Ma Moody’s e la maggior parte degli economisti giudica “improbabile” questo obiettivo. Fatto sta che per il secondo anno consecutivo la Francia è tra i paesi più indisciplinati d’Europa in termini di finanze pubbliche e le cifre dell’Insee sono persino peggiori dei calcoli dei funzionari di Bercy, che prevedevano un 4,9 per cento. “E’ assolutamente possibile realizzare risparmi sulla spesa pubblica senza attingere alle tasche dei francesi, e resto totalmente contrario a qualsiasi aumento delle tasse per i nostri connazionali”, ha dichiarato Le Maire, mantenendo la promessa del rapporto decifit/pil sotto il 3 per cento all’orizzonte 2027, ma spiegando che la Francia non potrà più essere “un open bar”. “È necessaria una presa di coscienza collettiva sul fatto che non può più essere un open bar”, ha aggiunto Le Maire.

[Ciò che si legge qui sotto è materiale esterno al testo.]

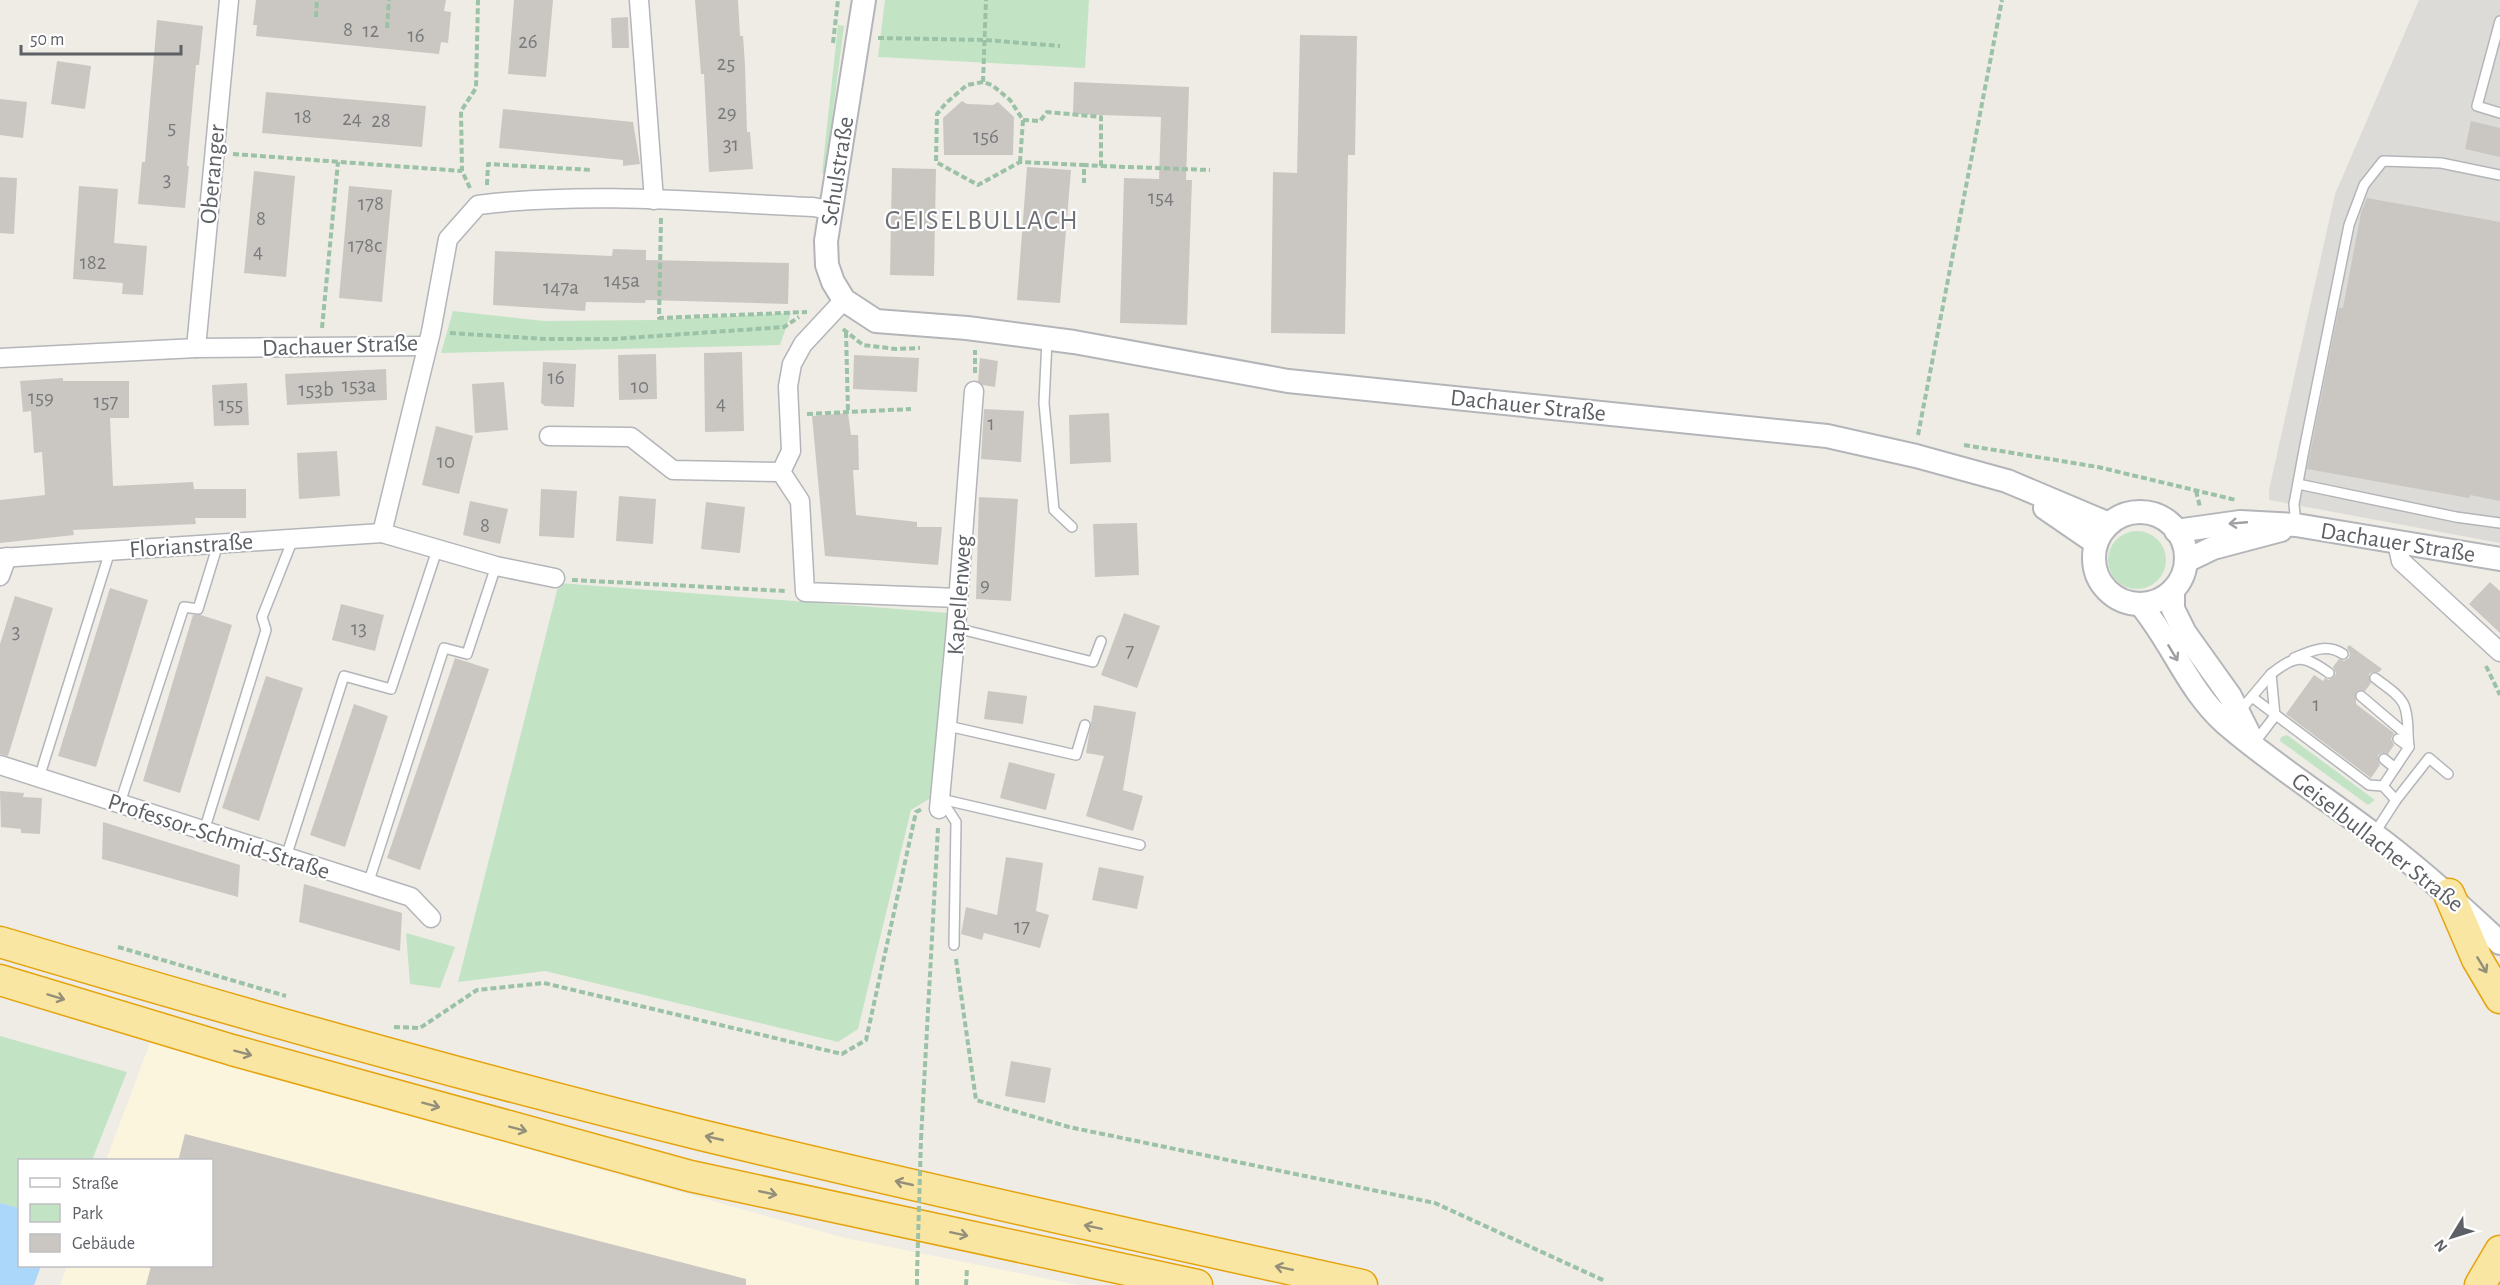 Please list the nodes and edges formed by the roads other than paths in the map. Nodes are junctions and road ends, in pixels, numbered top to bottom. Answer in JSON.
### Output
{"nodes":[{"id":1,"x":229,"y":0,"type":"edge"},
{"id":2,"x":639,"y":0,"type":"edge"},
{"id":3,"x":864,"y":0,"type":"edge"},
{"id":4,"x":2500,"y":21,"type":"edge"},
{"id":5,"x":2500,"y":113,"type":"edge"},
{"id":6,"x":2500,"y":174,"type":"edge"},
{"id":7,"x":658,"y":200,"type":"junction"},
{"id":8,"x":831,"y":210,"type":"junction"},
{"id":9,"x":844,"y":300,"type":"junction"},
{"id":10,"x":876,"y":321,"type":"joint"},
{"id":11,"x":1047,"y":338,"type":"junction"},
{"id":12,"x":429,"y":339,"type":"junction"},
{"id":13,"x":196,"y":348,"type":"junction"},
{"id":14,"x":0,"y":358,"type":"edge"},
{"id":15,"x":974,"y":391,"type":"road end"},
{"id":16,"x":549,"y":436,"type":"dead end"},
{"id":17,"x":781,"y":472,"type":"junction"},
{"id":18,"x":2007,"y":481,"type":"junction"},
{"id":19,"x":2298,"y":484,"type":"junction"},
{"id":20,"x":2500,"y":522,"type":"edge"},
{"id":21,"x":2109,"y":524,"type":"junction"},
{"id":22,"x":2296,"y":525,"type":"junction"},
{"id":23,"x":1071,"y":527,"type":"dead end"},
{"id":24,"x":2176,"y":531,"type":"junction"},
{"id":25,"x":382,"y":533,"type":"junction"},
{"id":26,"x":293,"y":539,"type":"junction"},
{"id":27,"x":2096,"y":543,"type":"junction"},
{"id":28,"x":2397,"y":543,"type":"junction"},
{"id":29,"x":218,"y":544,"type":"junction"},
{"id":30,"x":438,"y":547,"type":"junction"},
{"id":31,"x":110,"y":551,"type":"junction"},
{"id":32,"x":3,"y":558,"type":"edge"},
{"id":33,"x":2500,"y":559,"type":"edge"},
{"id":34,"x":2186,"y":561,"type":"junction"},
{"id":35,"x":496,"y":566,"type":"junction"},
{"id":36,"x":0,"y":576,"type":"edge"},
{"id":37,"x":555,"y":578,"type":"road end"},
{"id":38,"x":2173,"y":590,"type":"junction"},
{"id":39,"x":958,"y":598,"type":"junction"},
{"id":40,"x":2140,"y":604,"type":"junction"},
{"id":41,"x":957,"y":628,"type":"junction"},
{"id":42,"x":1101,"y":641,"type":"dead end"},
{"id":43,"x":2500,"y":652,"type":"edge"},
{"id":44,"x":2343,"y":654,"type":"dead end"},
{"id":45,"x":2290,"y":660,"type":"junction"},
{"id":46,"x":2329,"y":673,"type":"dead end"},
{"id":47,"x":2271,"y":674,"type":"junction"},
{"id":48,"x":2375,"y":678,"type":"dead end"},
{"id":49,"x":2361,"y":696,"type":"dead end"},
{"id":50,"x":2246,"y":704,"type":"junction"},
{"id":51,"x":2275,"y":716,"type":"junction"},
{"id":52,"x":1085,"y":725,"type":"dead end"},
{"id":53,"x":948,"y":726,"type":"junction"},
{"id":54,"x":2408,"y":736,"type":"junction"},
{"id":55,"x":2398,"y":739,"type":"dead end"},
{"id":56,"x":2253,"y":744,"type":"junction"},
{"id":57,"x":2409,"y":747,"type":"junction"},
{"id":58,"x":2384,"y":759,"type":"dead end"},
{"id":59,"x":0,"y":765,"type":"edge"},
{"id":60,"x":2395,"y":768,"type":"junction"},
{"id":61,"x":2448,"y":774,"type":"dead end"},
{"id":62,"x":39,"y":778,"type":"junction"},
{"id":63,"x":2382,"y":786,"type":"junction"},
{"id":64,"x":2396,"y":800,"type":"junction"},
{"id":65,"x":120,"y":803,"type":"junction"},
{"id":66,"x":940,"y":804,"type":"junction"},
{"id":67,"x":204,"y":831,"type":"junction"},
{"id":68,"x":2374,"y":834,"type":"junction"},
{"id":69,"x":1140,"y":846,"type":"dead end"},
{"id":70,"x":286,"y":857,"type":"junction"},
{"id":71,"x":368,"y":884,"type":"junction"},
{"id":72,"x":2449,"y":894,"type":"junction"},
{"id":73,"x":431,"y":918,"type":"dead end"},
{"id":74,"x":0,"y":942,"type":"edge"},
{"id":75,"x":2500,"y":943,"type":"edge"},
{"id":76,"x":954,"y":945,"type":"road end"},
{"id":77,"x":0,"y":980,"type":"edge"},
{"id":78,"x":2500,"y":998,"type":"edge"},
{"id":79,"x":2500,"y":1251,"type":"edge"},
{"id":80,"x":1197,"y":1285,"type":"edge"},
{"id":81,"x":1362,"y":1285,"type":"edge"},
{"id":82,"x":2481,"y":1285,"type":"edge"}],
"edges":[{"from":1,"to":13,"type":"street","name":"Oberanger"},
{"from":2,"to":7,"type":"street"},
{"from":3,"to":8,"type":"street","name":"Schulstraße"},
{"from":4,"to":5,"type":"lane"},
{"from":6,"to":19,"type":"lane"},
{"from":7,"to":8,"type":"street"},
{"from":7,"to":12,"type":"street","name":"Dachauer Straße"},
{"from":8,"to":9,"type":"street","name":"Schulstraße"},
{"from":9,"to":10,"type":"street","name":"Schulstraße"},
{"from":9,"to":17,"type":"street"},
{"from":10,"to":11,"type":"street","name":"Dachauer Straße"},
{"from":11,"to":18,"type":"street","name":"Dachauer Straße"},
{"from":11,"to":23,"type":"lane"},
{"from":12,"to":13,"type":"street","name":"Dachauer Straße"},
{"from":12,"to":25,"type":"street"},
{"from":13,"to":14,"type":"street","name":"Dachauer Straße"},
{"from":15,"to":39,"type":"street","name":"Kapellenweg"},
{"from":16,"to":17,"type":"street"},
{"from":17,"to":39,"type":"street"},
{"from":18,"to":21,"type":"street","name":"Dachauer Straße"},
{"from":18,"to":27,"type":"street","name":"Dachauer Straße"},
{"from":19,"to":20,"type":"lane"},
{"from":19,"to":22,"type":"lane"},
{"from":21,"to":24,"type":"street"},
{"from":21,"to":27,"type":"street"},
{"from":22,"to":24,"type":"street","name":"Dachauer Straße","one_way":true},
{"from":22,"to":28,"type":"street","name":"Dachauer Straße"},
{"from":22,"to":34,"type":"street","name":"Dachauer Straße"},
{"from":24,"to":34,"type":"street"},
{"from":25,"to":26,"type":"street","name":"Florianstraße"},
{"from":25,"to":30,"type":"street","name":"Florianstraße"},
{"from":26,"to":29,"type":"street","name":"Florianstraße"},
{"from":26,"to":67,"type":"lane"},
{"from":27,"to":40,"type":"street"},
{"from":28,"to":33,"type":"street","name":"Dachauer Straße"},
{"from":28,"to":43,"type":"street"},
{"from":29,"to":31,"type":"street","name":"Florianstraße"},
{"from":29,"to":65,"type":"lane"},
{"from":30,"to":35,"type":"street","name":"Florianstraße"},
{"from":30,"to":70,"type":"lane"},
{"from":31,"to":32,"type":"street","name":"Florianstraße"},
{"from":31,"to":62,"type":"lane"},
{"from":32,"to":36,"type":"street"},
{"from":34,"to":38,"type":"street"},
{"from":35,"to":37,"type":"street","name":"Florianstraße"},
{"from":35,"to":71,"type":"lane"},
{"from":38,"to":40,"type":"street"},
{"from":38,"to":50,"type":"street","name":"Geiselbullacher Straße"},
{"from":39,"to":41,"type":"street","name":"Kapellenweg"},
{"from":40,"to":56,"type":"street","name":"Geiselbullacher Straße","one_way":true},
{"from":41,"to":42,"type":"lane"},
{"from":41,"to":53,"type":"street","name":"Kapellenweg"},
{"from":44,"to":45,"type":"lane"},
{"from":45,"to":46,"type":"lane"},
{"from":45,"to":47,"type":"lane"},
{"from":47,"to":50,"type":"lane"},
{"from":47,"to":51,"type":"lane"},
{"from":48,"to":54,"type":"lane"},
{"from":49,"to":54,"type":"lane"},
{"from":50,"to":51,"type":"lane"},
{"from":50,"to":56,"type":"street","name":"Geiselbullacher Straße"},
{"from":51,"to":56,"type":"lane"},
{"from":51,"to":63,"type":"lane"},
{"from":52,"to":53,"type":"lane"},
{"from":53,"to":66,"type":"street","name":"Kapellenweg"},
{"from":54,"to":57,"type":"lane"},
{"from":55,"to":57,"type":"lane"},
{"from":56,"to":68,"type":"street","name":"Geiselbullacher Straße"},
{"from":57,"to":60,"type":"lane"},
{"from":58,"to":60,"type":"lane"},
{"from":59,"to":62,"type":"street","name":"Professor-Schmid-Straße"},
{"from":60,"to":63,"type":"lane"},
{"from":61,"to":64,"type":"lane"},
{"from":62,"to":65,"type":"street","name":"Professor-Schmid-Straße"},
{"from":63,"to":64,"type":"lane"},
{"from":64,"to":68,"type":"lane"},
{"from":65,"to":67,"type":"street","name":"Professor-Schmid-Straße"},
{"from":66,"to":69,"type":"lane"},
{"from":66,"to":76,"type":"lane"},
{"from":67,"to":70,"type":"street","name":"Professor-Schmid-Straße"},
{"from":68,"to":72,"type":"street","name":"Geiselbullacher Straße"},
{"from":70,"to":71,"type":"street","name":"Professor-Schmid-Straße"},
{"from":71,"to":73,"type":"street","name":"Professor-Schmid-Straße"},
{"from":72,"to":75,"type":"street","name":"Geiselbullacher Straße"},
{"from":72,"to":78,"type":"highway","one_way":true},
{"from":81,"to":74,"type":"highway","one_way":true},
{"from":77,"to":80,"type":"highway","one_way":true},
{"from":79,"to":82,"type":"highway"}]}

Ieri, il ministero dell’Economia ha fatto sapere che l’obiettivo di deficit verrà alzato al 5-5,1 per cento del pil per il 2024, rispetto al target originario del 4,4 per cento. Il nuovo obiettivo richiederebbe ulteriori tagli alla spesa per 10 miliardi di euro, oltre ai 10 miliardi già annunciati a febbraio. Le forti turbolenze sull’asse Eliseo-Bercy, tra l’altro, si verificano in un momento delicato dal punto di vista politico. Fra due mesi ci sono elezioni europee, dove Valérie Hayer, la candidata di Renaissance, non ha buone prospettive. Ora viaggia attorno al 16 per cento, tallonata dal capolista dei socialisti, Raphaël Glucksmann, e a quindici punti di distanza dal leader del Rassemblement national Jordan Bardella.